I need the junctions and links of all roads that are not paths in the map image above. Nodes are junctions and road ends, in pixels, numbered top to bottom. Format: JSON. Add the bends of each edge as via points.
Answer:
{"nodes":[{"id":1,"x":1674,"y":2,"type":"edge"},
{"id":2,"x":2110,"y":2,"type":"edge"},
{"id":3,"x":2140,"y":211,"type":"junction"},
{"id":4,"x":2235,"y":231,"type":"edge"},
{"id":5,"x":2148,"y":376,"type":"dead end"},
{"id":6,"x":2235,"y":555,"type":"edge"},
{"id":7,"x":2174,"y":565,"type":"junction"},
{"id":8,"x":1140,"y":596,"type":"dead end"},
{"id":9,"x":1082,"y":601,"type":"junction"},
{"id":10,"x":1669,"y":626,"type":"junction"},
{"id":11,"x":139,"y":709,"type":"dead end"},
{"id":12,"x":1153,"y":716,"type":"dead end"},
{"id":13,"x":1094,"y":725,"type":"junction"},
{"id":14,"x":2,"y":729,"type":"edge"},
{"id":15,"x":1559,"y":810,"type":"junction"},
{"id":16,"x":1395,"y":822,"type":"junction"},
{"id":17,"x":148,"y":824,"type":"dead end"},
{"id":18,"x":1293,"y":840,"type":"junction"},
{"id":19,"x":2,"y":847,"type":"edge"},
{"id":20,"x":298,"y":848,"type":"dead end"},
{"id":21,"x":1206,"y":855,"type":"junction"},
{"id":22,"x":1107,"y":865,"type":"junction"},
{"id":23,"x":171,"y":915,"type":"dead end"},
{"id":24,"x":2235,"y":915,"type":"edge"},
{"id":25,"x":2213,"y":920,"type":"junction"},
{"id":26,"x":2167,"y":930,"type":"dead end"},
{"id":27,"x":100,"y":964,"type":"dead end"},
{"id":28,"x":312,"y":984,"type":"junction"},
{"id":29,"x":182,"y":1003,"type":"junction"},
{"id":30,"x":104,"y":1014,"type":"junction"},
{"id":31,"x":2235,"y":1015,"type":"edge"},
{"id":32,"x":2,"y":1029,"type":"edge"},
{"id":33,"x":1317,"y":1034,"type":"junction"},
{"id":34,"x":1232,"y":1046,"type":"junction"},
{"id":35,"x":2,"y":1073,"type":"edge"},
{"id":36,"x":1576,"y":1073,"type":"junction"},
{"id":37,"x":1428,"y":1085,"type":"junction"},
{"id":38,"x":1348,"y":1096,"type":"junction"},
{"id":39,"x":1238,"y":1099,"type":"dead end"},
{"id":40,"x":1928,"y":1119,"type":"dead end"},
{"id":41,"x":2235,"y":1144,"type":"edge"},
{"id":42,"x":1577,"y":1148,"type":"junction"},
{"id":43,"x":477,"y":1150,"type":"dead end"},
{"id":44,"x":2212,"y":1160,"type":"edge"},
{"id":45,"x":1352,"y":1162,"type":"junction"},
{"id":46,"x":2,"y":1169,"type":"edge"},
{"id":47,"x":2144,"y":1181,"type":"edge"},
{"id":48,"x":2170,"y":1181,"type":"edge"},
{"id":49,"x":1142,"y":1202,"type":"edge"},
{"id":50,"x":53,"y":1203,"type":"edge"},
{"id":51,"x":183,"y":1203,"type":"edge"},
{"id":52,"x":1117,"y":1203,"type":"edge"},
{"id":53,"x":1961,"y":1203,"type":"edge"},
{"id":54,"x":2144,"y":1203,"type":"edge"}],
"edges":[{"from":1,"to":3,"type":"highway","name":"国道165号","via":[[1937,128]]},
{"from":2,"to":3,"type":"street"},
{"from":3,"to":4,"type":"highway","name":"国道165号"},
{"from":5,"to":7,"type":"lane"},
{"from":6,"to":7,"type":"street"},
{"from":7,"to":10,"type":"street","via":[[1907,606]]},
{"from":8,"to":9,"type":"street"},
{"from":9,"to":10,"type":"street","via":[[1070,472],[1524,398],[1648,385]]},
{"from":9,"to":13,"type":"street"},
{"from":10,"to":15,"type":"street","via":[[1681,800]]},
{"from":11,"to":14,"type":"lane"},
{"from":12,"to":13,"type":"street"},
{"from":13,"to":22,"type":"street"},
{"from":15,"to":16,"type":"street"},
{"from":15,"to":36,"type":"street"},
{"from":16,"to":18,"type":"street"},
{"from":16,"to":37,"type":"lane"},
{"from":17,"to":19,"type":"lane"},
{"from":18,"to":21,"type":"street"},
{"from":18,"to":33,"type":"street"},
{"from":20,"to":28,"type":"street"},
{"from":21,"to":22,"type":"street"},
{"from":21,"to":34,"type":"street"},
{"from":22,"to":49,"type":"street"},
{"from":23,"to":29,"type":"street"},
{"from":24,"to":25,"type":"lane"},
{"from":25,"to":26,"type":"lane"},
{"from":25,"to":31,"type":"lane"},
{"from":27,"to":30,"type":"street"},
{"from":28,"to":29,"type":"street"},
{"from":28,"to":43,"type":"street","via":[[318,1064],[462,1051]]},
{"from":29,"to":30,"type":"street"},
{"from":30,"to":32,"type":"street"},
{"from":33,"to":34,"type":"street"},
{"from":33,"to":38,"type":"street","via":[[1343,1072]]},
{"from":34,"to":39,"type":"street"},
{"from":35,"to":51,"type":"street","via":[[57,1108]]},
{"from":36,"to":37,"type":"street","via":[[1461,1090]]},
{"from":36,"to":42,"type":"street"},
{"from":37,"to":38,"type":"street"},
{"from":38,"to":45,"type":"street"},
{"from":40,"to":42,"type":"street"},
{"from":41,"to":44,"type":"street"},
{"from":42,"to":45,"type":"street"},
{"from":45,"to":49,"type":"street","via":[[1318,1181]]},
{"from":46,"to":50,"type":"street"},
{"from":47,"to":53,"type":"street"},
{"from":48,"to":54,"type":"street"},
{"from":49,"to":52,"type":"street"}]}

- - - - - - -

Task goal - Write the data above out again in full, with every word as given.

Result of this exercise -
I need the junctions and links of all roads that are not paths in the map image above. Nodes are junctions and road ends, in pixels, numbered top to bottom. Format: JSON. Add the bends of each edge as via points.
Answer:
{"nodes":[{"id":1,"x":1674,"y":2,"type":"edge"},
{"id":2,"x":2110,"y":2,"type":"edge"},
{"id":3,"x":2140,"y":211,"type":"junction"},
{"id":4,"x":2235,"y":231,"type":"edge"},
{"id":5,"x":2148,"y":376,"type":"dead end"},
{"id":6,"x":2235,"y":555,"type":"edge"},
{"id":7,"x":2174,"y":565,"type":"junction"},
{"id":8,"x":1140,"y":596,"type":"dead end"},
{"id":9,"x":1082,"y":601,"type":"junction"},
{"id":10,"x":1669,"y":626,"type":"junction"},
{"id":11,"x":139,"y":709,"type":"dead end"},
{"id":12,"x":1153,"y":716,"type":"dead end"},
{"id":13,"x":1094,"y":725,"type":"junction"},
{"id":14,"x":2,"y":729,"type":"edge"},
{"id":15,"x":1559,"y":810,"type":"junction"},
{"id":16,"x":1395,"y":822,"type":"junction"},
{"id":17,"x":148,"y":824,"type":"dead end"},
{"id":18,"x":1293,"y":840,"type":"junction"},
{"id":19,"x":2,"y":847,"type":"edge"},
{"id":20,"x":298,"y":848,"type":"dead end"},
{"id":21,"x":1206,"y":855,"type":"junction"},
{"id":22,"x":1107,"y":865,"type":"junction"},
{"id":23,"x":171,"y":915,"type":"dead end"},
{"id":24,"x":2235,"y":915,"type":"edge"},
{"id":25,"x":2213,"y":920,"type":"junction"},
{"id":26,"x":2167,"y":930,"type":"dead end"},
{"id":27,"x":100,"y":964,"type":"dead end"},
{"id":28,"x":312,"y":984,"type":"junction"},
{"id":29,"x":182,"y":1003,"type":"junction"},
{"id":30,"x":104,"y":1014,"type":"junction"},
{"id":31,"x":2235,"y":1015,"type":"edge"},
{"id":32,"x":2,"y":1029,"type":"edge"},
{"id":33,"x":1317,"y":1034,"type":"junction"},
{"id":34,"x":1232,"y":1046,"type":"junction"},
{"id":35,"x":2,"y":1073,"type":"edge"},
{"id":36,"x":1576,"y":1073,"type":"junction"},
{"id":37,"x":1428,"y":1085,"type":"junction"},
{"id":38,"x":1348,"y":1096,"type":"junction"},
{"id":39,"x":1238,"y":1099,"type":"dead end"},
{"id":40,"x":1928,"y":1119,"type":"dead end"},
{"id":41,"x":2235,"y":1144,"type":"edge"},
{"id":42,"x":1577,"y":1148,"type":"junction"},
{"id":43,"x":477,"y":1150,"type":"dead end"},
{"id":44,"x":2212,"y":1160,"type":"edge"},
{"id":45,"x":1352,"y":1162,"type":"junction"},
{"id":46,"x":2,"y":1169,"type":"edge"},
{"id":47,"x":2144,"y":1181,"type":"edge"},
{"id":48,"x":2170,"y":1181,"type":"edge"},
{"id":49,"x":1142,"y":1202,"type":"edge"},
{"id":50,"x":53,"y":1203,"type":"edge"},
{"id":51,"x":183,"y":1203,"type":"edge"},
{"id":52,"x":1117,"y":1203,"type":"edge"},
{"id":53,"x":1961,"y":1203,"type":"edge"},
{"id":54,"x":2144,"y":1203,"type":"edge"}],
"edges":[{"from":1,"to":3,"type":"highway","name":"国道165号","via":[[1937,128]]},
{"from":2,"to":3,"type":"street"},
{"from":3,"to":4,"type":"highway","name":"国道165号"},
{"from":5,"to":7,"type":"lane"},
{"from":6,"to":7,"type":"street"},
{"from":7,"to":10,"type":"street","via":[[1907,606]]},
{"from":8,"to":9,"type":"street"},
{"from":9,"to":10,"type":"street","via":[[1070,472],[1524,398],[1648,385]]},
{"from":9,"to":13,"type":"street"},
{"from":10,"to":15,"type":"street","via":[[1681,800]]},
{"from":11,"to":14,"type":"lane"},
{"from":12,"to":13,"type":"street"},
{"from":13,"to":22,"type":"street"},
{"from":15,"to":16,"type":"street"},
{"from":15,"to":36,"type":"street"},
{"from":16,"to":18,"type":"street"},
{"from":16,"to":37,"type":"lane"},
{"from":17,"to":19,"type":"lane"},
{"from":18,"to":21,"type":"street"},
{"from":18,"to":33,"type":"street"},
{"from":20,"to":28,"type":"street"},
{"from":21,"to":22,"type":"street"},
{"from":21,"to":34,"type":"street"},
{"from":22,"to":49,"type":"street"},
{"from":23,"to":29,"type":"street"},
{"from":24,"to":25,"type":"lane"},
{"from":25,"to":26,"type":"lane"},
{"from":25,"to":31,"type":"lane"},
{"from":27,"to":30,"type":"street"},
{"from":28,"to":29,"type":"street"},
{"from":28,"to":43,"type":"street","via":[[318,1064],[462,1051]]},
{"from":29,"to":30,"type":"street"},
{"from":30,"to":32,"type":"street"},
{"from":33,"to":34,"type":"street"},
{"from":33,"to":38,"type":"street","via":[[1343,1072]]},
{"from":34,"to":39,"type":"street"},
{"from":35,"to":51,"type":"street","via":[[57,1108]]},
{"from":36,"to":37,"type":"street","via":[[1461,1090]]},
{"from":36,"to":42,"type":"street"},
{"from":37,"to":38,"type":"street"},
{"from":38,"to":45,"type":"street"},
{"from":40,"to":42,"type":"street"},
{"from":41,"to":44,"type":"street"},
{"from":42,"to":45,"type":"street"},
{"from":45,"to":49,"type":"street","via":[[1318,1181]]},
{"from":46,"to":50,"type":"street"},
{"from":47,"to":53,"type":"street"},
{"from":48,"to":54,"type":"street"},
{"from":49,"to":52,"type":"street"}]}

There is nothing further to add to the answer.